Flags, photographs, swords, canteens, boots, bullet shells and helmets are just a few of the many items occupying a bedroom at Scott’s home in Fayette, but the room doesn’t hold the entire collection.

“I’ve got stuff scattered all over the place,” Randy admitted. “If I die, I don’t know what my family will do. They’ll probably find stuff for years.”

Randy’s collection comes from a number of sources, such as military shows, garage sales and flea markets. Even his job  provides him with the opportunity to scavenge for collectibles.

He works for a company that receives large shipments of miscellaneous brass items they recycle by melting the pieces in furnaces. Randy has uncovered a number of military shell casings in these shipments, including one about a foot tall from the Spanish American War.

Randy also places ads in several local newspapers advertising his interest in military items.

“People will call and say they’re throwing something or other away,” Randy said, adding that it’s amazing what people throw out.

He has also recovered rare finds put out for the trash, like the Civil War era boots he found at a shoe shop that intended to throw the boots out with the garbage.

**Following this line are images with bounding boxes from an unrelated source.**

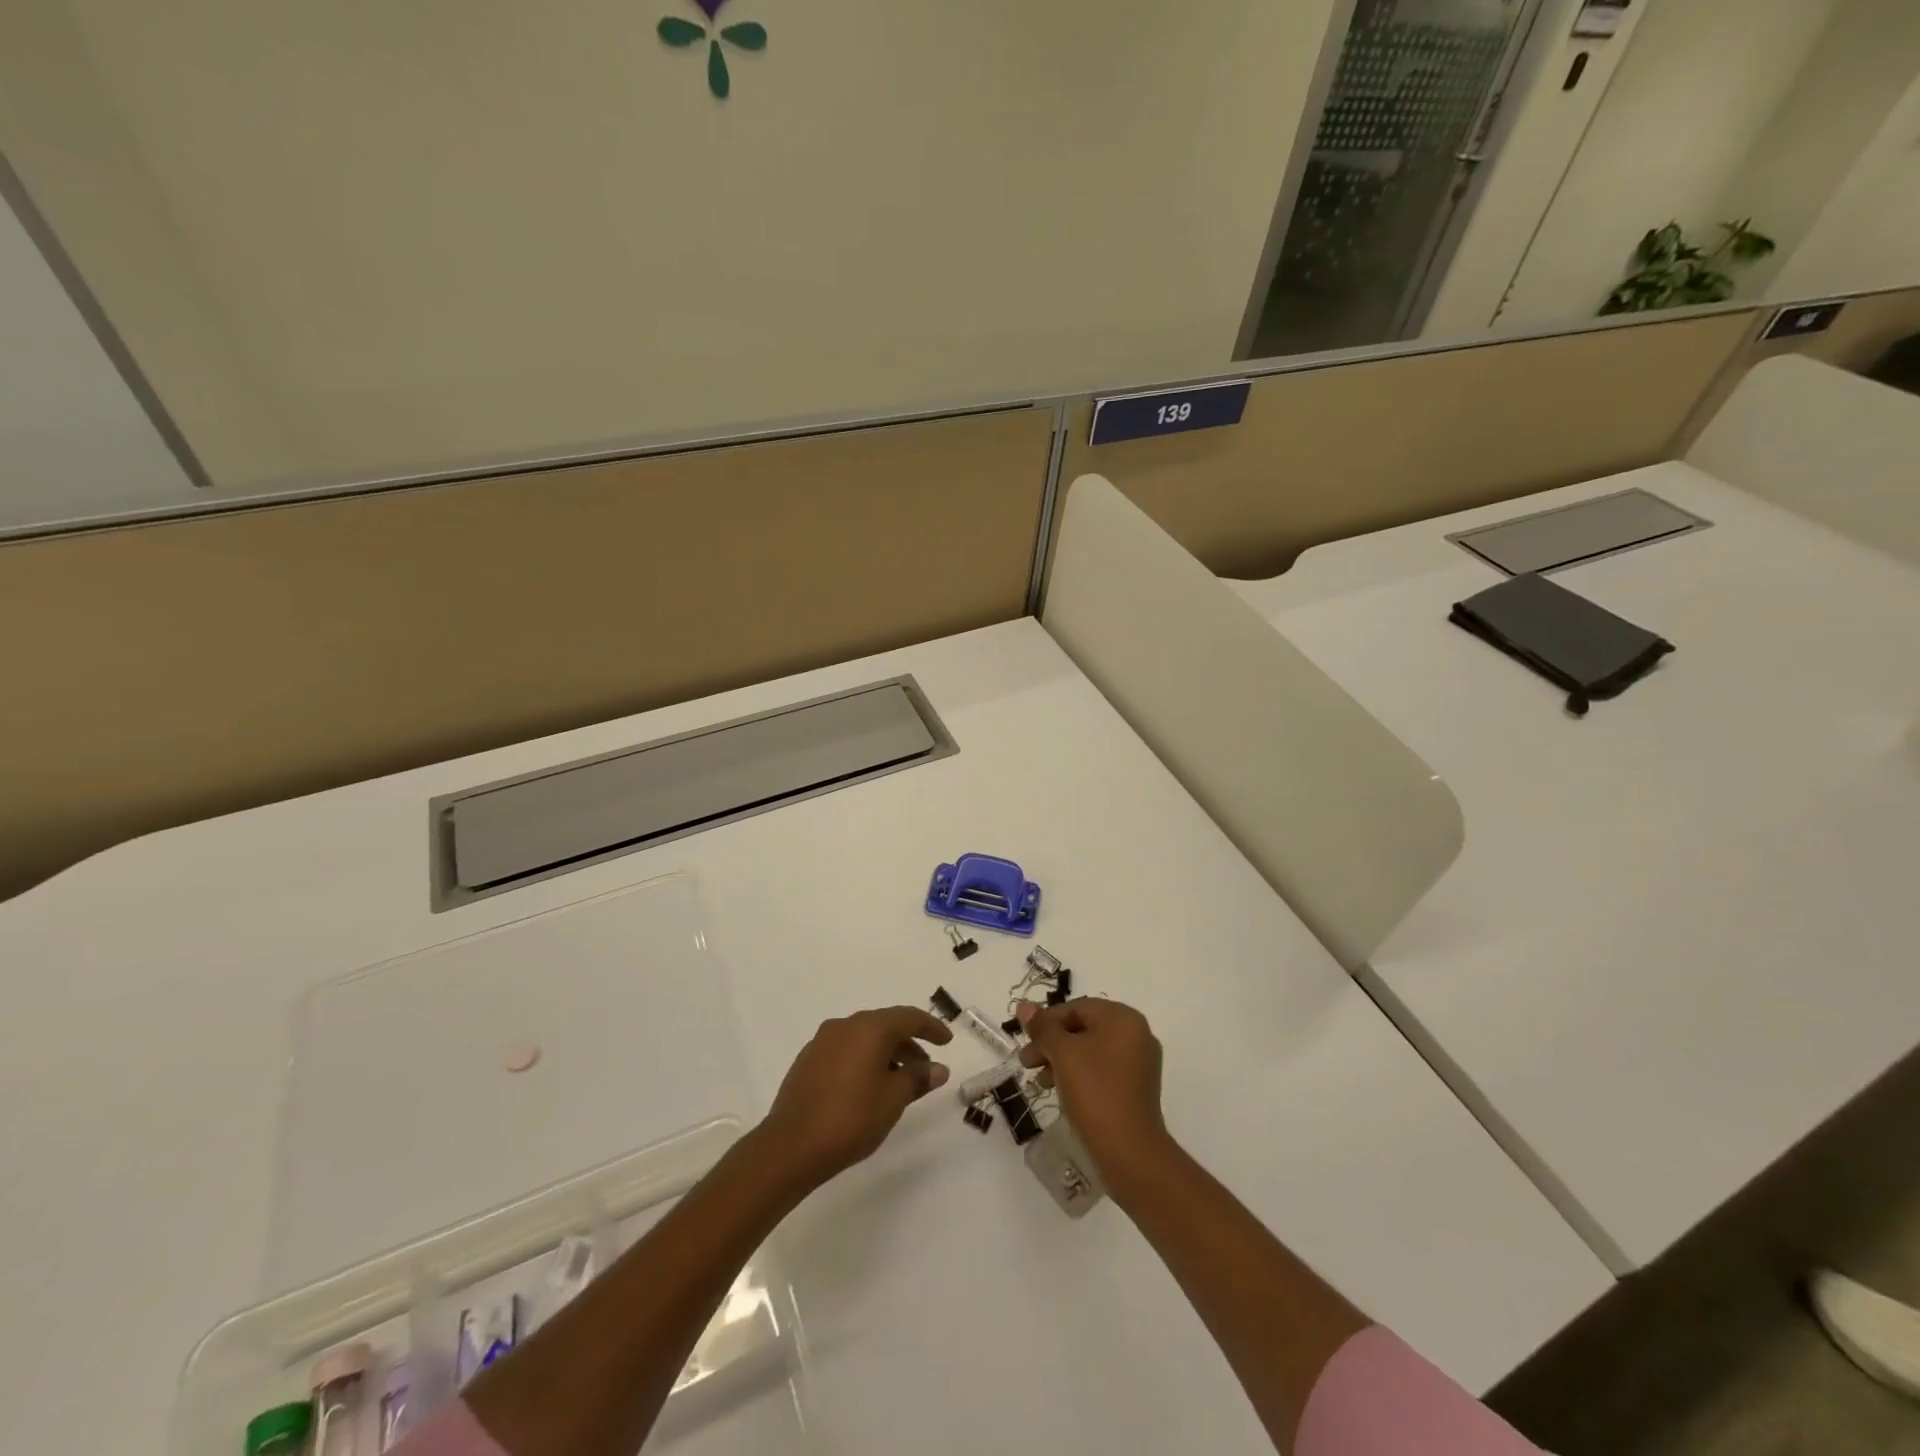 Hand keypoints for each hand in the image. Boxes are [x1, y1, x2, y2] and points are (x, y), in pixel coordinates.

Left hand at [756, 1006, 952, 1190]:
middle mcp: (845, 1026)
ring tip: (898, 1082)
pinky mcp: (808, 1060)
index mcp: (869, 1028)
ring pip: (864, 1038)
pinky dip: (863, 1060)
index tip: (947, 1041)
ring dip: (886, 1054)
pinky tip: (868, 1087)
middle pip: (885, 1025)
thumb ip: (917, 1079)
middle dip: (908, 1044)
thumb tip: (937, 1068)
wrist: (790, 1146)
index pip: (908, 1017)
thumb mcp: (893, 1100)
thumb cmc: (850, 1119)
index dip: (931, 1027)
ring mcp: (822, 1041)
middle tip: (925, 1068)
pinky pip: (845, 1050)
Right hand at [1016, 997, 1174, 1198]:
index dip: (1046, 1022)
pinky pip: (1101, 1070)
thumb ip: (1043, 1028)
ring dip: (1061, 1061)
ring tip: (1040, 1082)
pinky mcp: (1135, 1088)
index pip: (1077, 1008)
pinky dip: (1078, 1075)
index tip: (1025, 1040)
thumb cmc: (1095, 1092)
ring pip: (1090, 1051)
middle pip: (1083, 1028)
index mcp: (1123, 1018)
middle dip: (1051, 1043)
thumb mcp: (1063, 1054)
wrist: (1130, 1152)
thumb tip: (1024, 1006)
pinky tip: (1060, 1092)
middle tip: (1026, 1062)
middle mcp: (1136, 1034)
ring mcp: (1138, 1063) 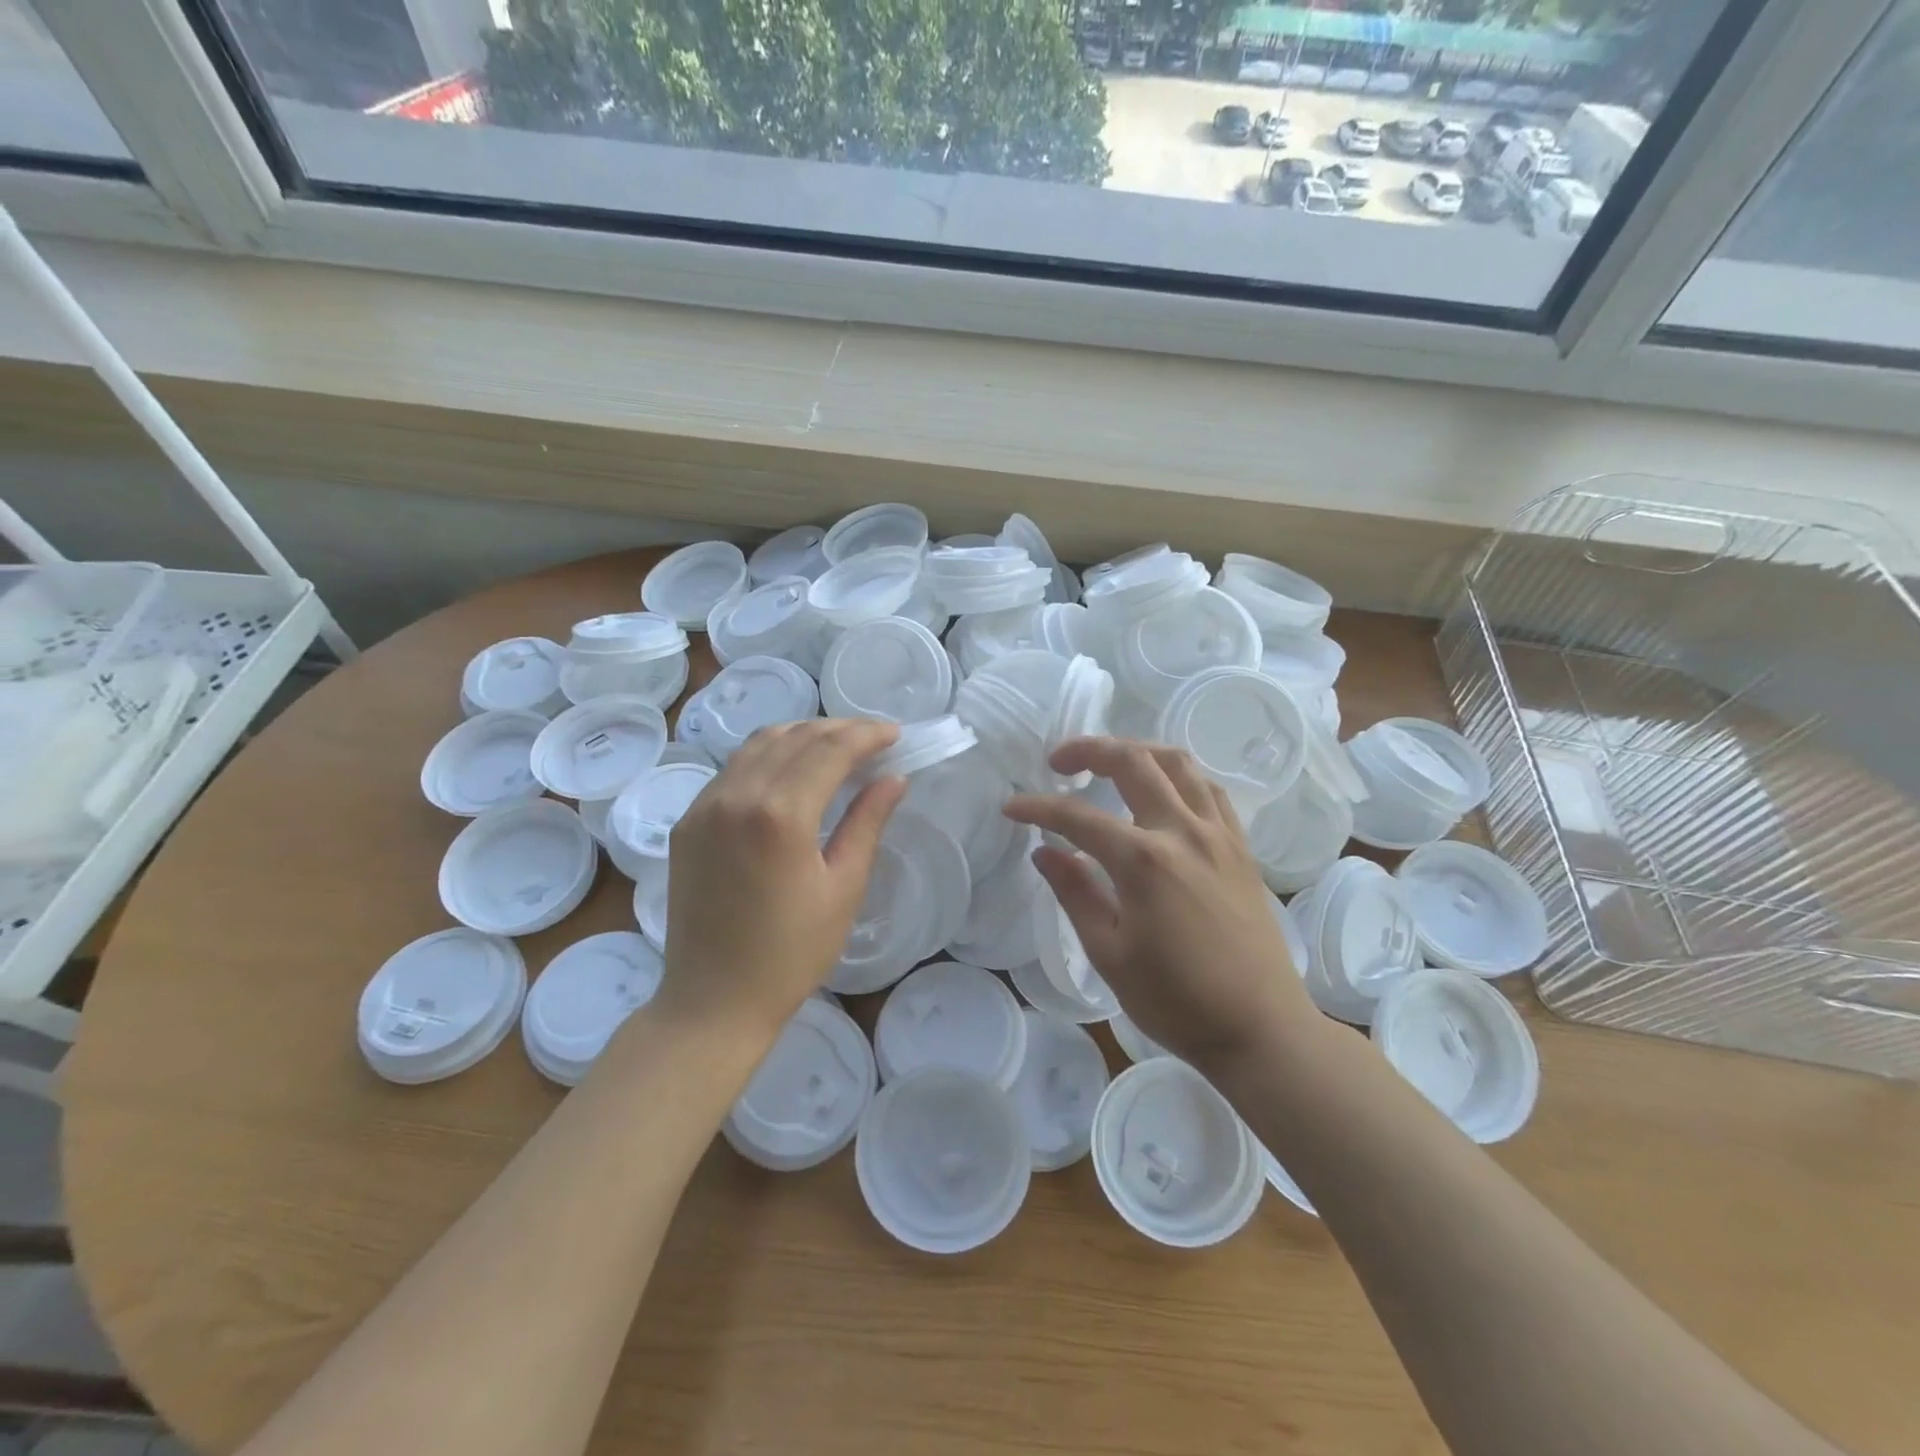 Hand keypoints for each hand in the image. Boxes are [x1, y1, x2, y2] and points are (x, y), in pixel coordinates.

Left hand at [657, 719, 905, 1042]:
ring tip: (835, 746)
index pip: (830, 749)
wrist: (713, 1000)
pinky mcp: (688, 822)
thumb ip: (867, 823)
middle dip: (838, 729)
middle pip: (794, 737)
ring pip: (758, 744)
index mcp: (780, 814)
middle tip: (872, 738)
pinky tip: (789, 771)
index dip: (866, 734)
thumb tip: (893, 778)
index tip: (895, 734)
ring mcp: (704, 806)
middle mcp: (737, 796)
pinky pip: (732, 769)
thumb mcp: (843, 888)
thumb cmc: (791, 953)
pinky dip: (768, 756)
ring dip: (801, 735)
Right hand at [1005, 738, 1320, 1073]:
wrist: (1261, 1028)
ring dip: (1137, 750)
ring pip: (1178, 762)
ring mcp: (1219, 834)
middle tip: (1058, 762)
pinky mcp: (1240, 846)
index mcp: (1144, 862)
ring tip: (1109, 762)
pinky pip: (1208, 788)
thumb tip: (1044, 851)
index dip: (1038, 807)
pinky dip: (1178, 774)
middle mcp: (1184, 832)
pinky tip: (1162, 790)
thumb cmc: (1177, 1002)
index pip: (1077, 817)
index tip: (1012, 808)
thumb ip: (1075, 893)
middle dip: (1088, 750)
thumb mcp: (1109, 955)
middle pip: (1133, 762)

When a particular collectible is extremely rare or expensive, Randy finds or makes replicas for his collection, such as an impressive bearjaw-handled knife he copied from an original, and a 1940s flight jacket a man from Toledo made for him.

And Randy Scott doesn’t just keep his collection on shelves and hooks. He owns a Willys Jeep that he drives to military shows while dressed in uniform.

“When I drive my jeep I want to look the part, so I always wear the stuff to go with it,” Randy said.

   - Jan. 21, 2004

Randy likes the unusual 

Money can’t buy love and it can’t necessarily buy interesting collectibles, either. In addition to his more traditional pieces, Randy Scott has an appreciation for unique military collectibles that aren’t necessarily valuable.

“I like unusual things you don’t see every day,” Randy said.

Perhaps most fascinating is Randy’s collection of trench art—an art form that began during World War I in periods of inactivity. Soldiers would create art from found objects such as shells and bullets.

Randy explained that although the objects are called trench art, the pieces weren’t necessarily created in the trenches.

“It could’ve been a mechanic or somebody else who was bored,” he said.

According to Randy, vases and ashtrays were very typical pieces of trench art, and he has examples of both, along with other items, including a matchbox and belt buckle. Most impressive in Randy’s collection is an ashtray that features a P-38 airplane made from 30 and 45 caliber bullets suspended over the tray.

Randy also has matchbooks that add a humorous element to the unusual items in his collection. The matches are from World War II and were given to soldiers when they received their liberty card to leave the base. Their purpose was to remind soldiers of the danger of venereal disease.

One of the matchbooks reads, “Even Snafu knows...V.D. can be prevented.”

Randy mentioned he originally had several matchbooks, but took them to a military show where they sold rapidly.

Randy also has silverware from World War II, but they’re not your average utensils. At the base of the fork and knife is a swastika with the initials “A.H.” for Adolf Hitler. Randy told how American troops found the Nazi silverware at Hitler’s residence and divvied up the utensils amongst themselves. 

“I like when there’s a history behind an item,” he said.

And sometimes the history of Randy’s unique pieces hits very close to home.

For example, Randy has the reunion ribbons from a Civil War veteran from Wauseon and a Civil War era bible originally from Fayette.

Regardless of whether the items are of local interest or not, Randy keeps records of the origins and histories of his pieces.

“If you don’t have the history,” he said, “it’s just another piece.”